The British pound capped a record 10th week of consecutive losses against the euro on Friday as weak data and the growing possibility of interest rate cuts in the event of a chaotic Brexit kept investors sidelined.
The possibility that the Bank of England could raise rates has been one of the few supports for the pound in the past few weeks, as the US Federal Reserve, the European Central Bank and other central banks turned dovish.
Recent dismal data have dashed those hopes.
At the same time, concern has grown about a no-deal Brexit. The favorite to be the UK’s next prime minister, former British secretary of state for foreign and commonwealth affairs Boris Johnson, sees an Oct. 31 deadline as set in stone, regardless of whether the UK reaches a fresh agreement with the EU on the terms of its departure.
“We expect the pound to continue weakening heading into the crunch autumn Brexit period,” Mitsubishi UFJ Financial Group Inc analysts said in a note to clients. “The pound sell-off remains relentless with no clear end in sight.”
At a Thomson Reuters event on Friday, senior BOE official Gertjan Vlieghe said the central bank might need to cut rates almost to zero in the event of a no-deal Brexit and it was not clear how long it would take for them to rise again.
Vlieghe also said that a scenario in which the BOE cuts rates “is more possible” than a scenario in which it raises rates.
For those reasons the pound has struggled this week, notably against the US dollar and the euro.
Against the common currency, the pound on Friday fell 0.1 percent and lost 0.2 percent for the week.
Against the US dollar, the pound on Friday edged 0.4 percent higher to US$1.2572, also up 0.4 percent for the week.
However, some market watchers are turning optimistic towards the British currency after its recent drop.
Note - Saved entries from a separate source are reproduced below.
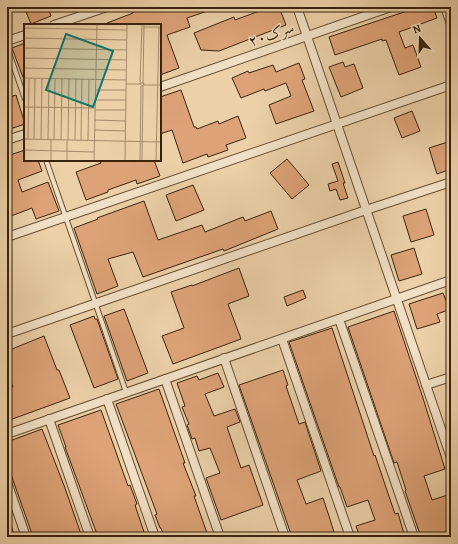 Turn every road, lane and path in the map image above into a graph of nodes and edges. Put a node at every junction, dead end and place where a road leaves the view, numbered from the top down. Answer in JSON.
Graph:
{"nodes":[{"id":1,"x":107,"y":7,"type":"edge"},
{"id":2,"x":297,"y":7,"type":"edge"},
{"id":3,"x":390,"y":7,"type":"edge"},
{"id":4,"x":443,"y":7,"type":"edge"},
{"id":5,"x":57,"y":24,"type":"edge"},
{"id":6,"x":451,"y":30,"type":"edge"},
{"id":7,"x":24,"y":35,"type":"edge"},
{"id":8,"x":307,"y":37,"type":"junction"},
{"id":9,"x":7,"y":41,"type":"edge"},
{"id":10,"x":7,"y":47,"type":"edge"},
{"id":11,"x":451,"y":85,"type":"edge"},
{"id":12,"x":161,"y":87,"type":"edge"},
{"id":13,"x":24,"y":97,"type":"edge"},
{"id":14,"x":337,"y":124,"type":"junction"},
{"id":15,"x":24,"y":134,"type":"edge"},
{"id":16,"x":7,"y":140,"type":"edge"},
{"id":17,"x":46,"y":161,"type":"edge"},
{"id":18,"x":451,"y":182,"type":"edge"},
{"id":19,"x":366,"y":210,"type":"junction"},
{"id":20,"x":65,"y":217,"type":"junction"},
{"id":21,"x":7,"y":237,"type":"edge"},
{"id":22,"x":451,"y":280,"type":"edge"},
{"id":23,"x":397,"y":299,"type":"junction"},
{"id":24,"x":95,"y":304,"type":"junction"},
{"id":25,"x":339,"y":319,"type":"junction"},
{"id":26,"x":7,"y":334,"type":"edge"},
{"id":27,"x":282,"y":339,"type":"junction"},
{"id":28,"x":224,"y":358,"type":"junction"},
{"id":29,"x":451,"y":377,"type":"edge"},
{"id":30,"x":165,"y":379,"type":"junction"},
{"id":31,"x":426,"y":385,"type":"junction"},
{"id":32,"x":126,"y":392,"type":"junction"},
{"id":33,"x":107,"y":399,"type":"junction"},
{"id":34,"x":49,"y":419,"type":"junction"},
{"id":35,"x":7,"y":434,"type":"edge"},
{"id":36,"x":451,"y":458,"type":"edge"},
{"id":37,"x":7,"y":482,"type":"edge"},
{"id":38,"x":26,"y":537,"type":"edge"},
{"id":39,"x":90,"y":537,"type":"edge"},
{"id":40,"x":155,"y":537,"type":"edge"},
{"id":41,"x":220,"y":537,"type":"edge"},
{"id":42,"x":285,"y":537,"type":"edge"},
{"id":43,"x":350,"y":537,"type":"edge"},
{"id":44,"x":414,"y":537,"type":"edge"}],
"edges":[{"from":1,"to":5,"type":"street"},
{"from":2,"to":8,"type":"street"},
{"from":3,"to":8,"type":"street","name":"سرک۲۰"},
{"from":4,"to":6,"type":"lane"},
{"from":7,"to":9,"type":"street"},
{"from":8,"to":12,"type":"street","name":"سرک۲۰"},
{"from":8,"to":14,"type":"street"},
{"from":10,"to":13,"type":"lane"},
{"from":11,"to":14,"type":"street"},
{"from":14,"to":19,"type":"street"},
{"from":14,"to":20,"type":"street"},
{"from":15,"to":16,"type":"street"},
{"from":17,"to":20,"type":"lane"},
{"from":18,"to":19,"type":"street"},
{"from":19,"to":23,"type":"street"},
{"from":19,"to":24,"type":"street"},
{"from":20,"to":21,"type":"street"},
{"from":20,"to":24,"type":"lane"},
{"from":22,"to":23,"type":"street"},
{"from":23,"to":25,"type":"street"},
{"from":23,"to":31,"type":"street"},
{"from":24,"to":26,"type":"street"},
{"from":24,"to":32,"type":"lane"},
{"from":25,"to":27,"type":"street"},
{"from":25,"to":44,"type":"street"},
{"from":27,"to":28,"type":"street"},
{"from":27,"to":43,"type":"street"},
{"from":28,"to":30,"type":"street"},
{"from":28,"to":42,"type":"street"},
{"from":29,"to":31,"type":"street"},
{"from":30,"to":32,"type":"street"},
{"from":30,"to":41,"type":"street"},
{"from":31,"to":36,"type":"street"},
{"from":32,"to":33,"type":"street"},
{"from":33,"to":34,"type":"street"},
{"from":33,"to":40,"type":"street"},
{"from":34,"to":35,"type":"street"},
{"from":34,"to":39,"type":"street"},
{"from":37,"to":38,"type":"street"}]}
In trade-weighted terms, sterling “already trades at crisis levels and typically struggles to go much lower,” Nomura Holdings Inc currency strategist Jordan Rochester said.
“A no-deal Brexit is a risk and would certainly make new lows in sterling, but that’s still a few months away and we do not expect the market to assign a high hard Brexit premium until parliament returns after the summer break in September,” Rochester said.
Moreover, with UK inflation expected to remain at the central bank’s target rate of 2 percent last month, according to economists polled by Reuters, the BOE should remain “on the sidelines for now until a new governor is chosen and in place in February 2020,” he said.
The consumer price index is to be released on Wednesday.
In Taipei, the New Taiwan dollar on Friday fell against the greenback, losing NT$0.055 to close at the day’s low of NT$31.081, but up 0.08 percent from last week’s NT$31.107.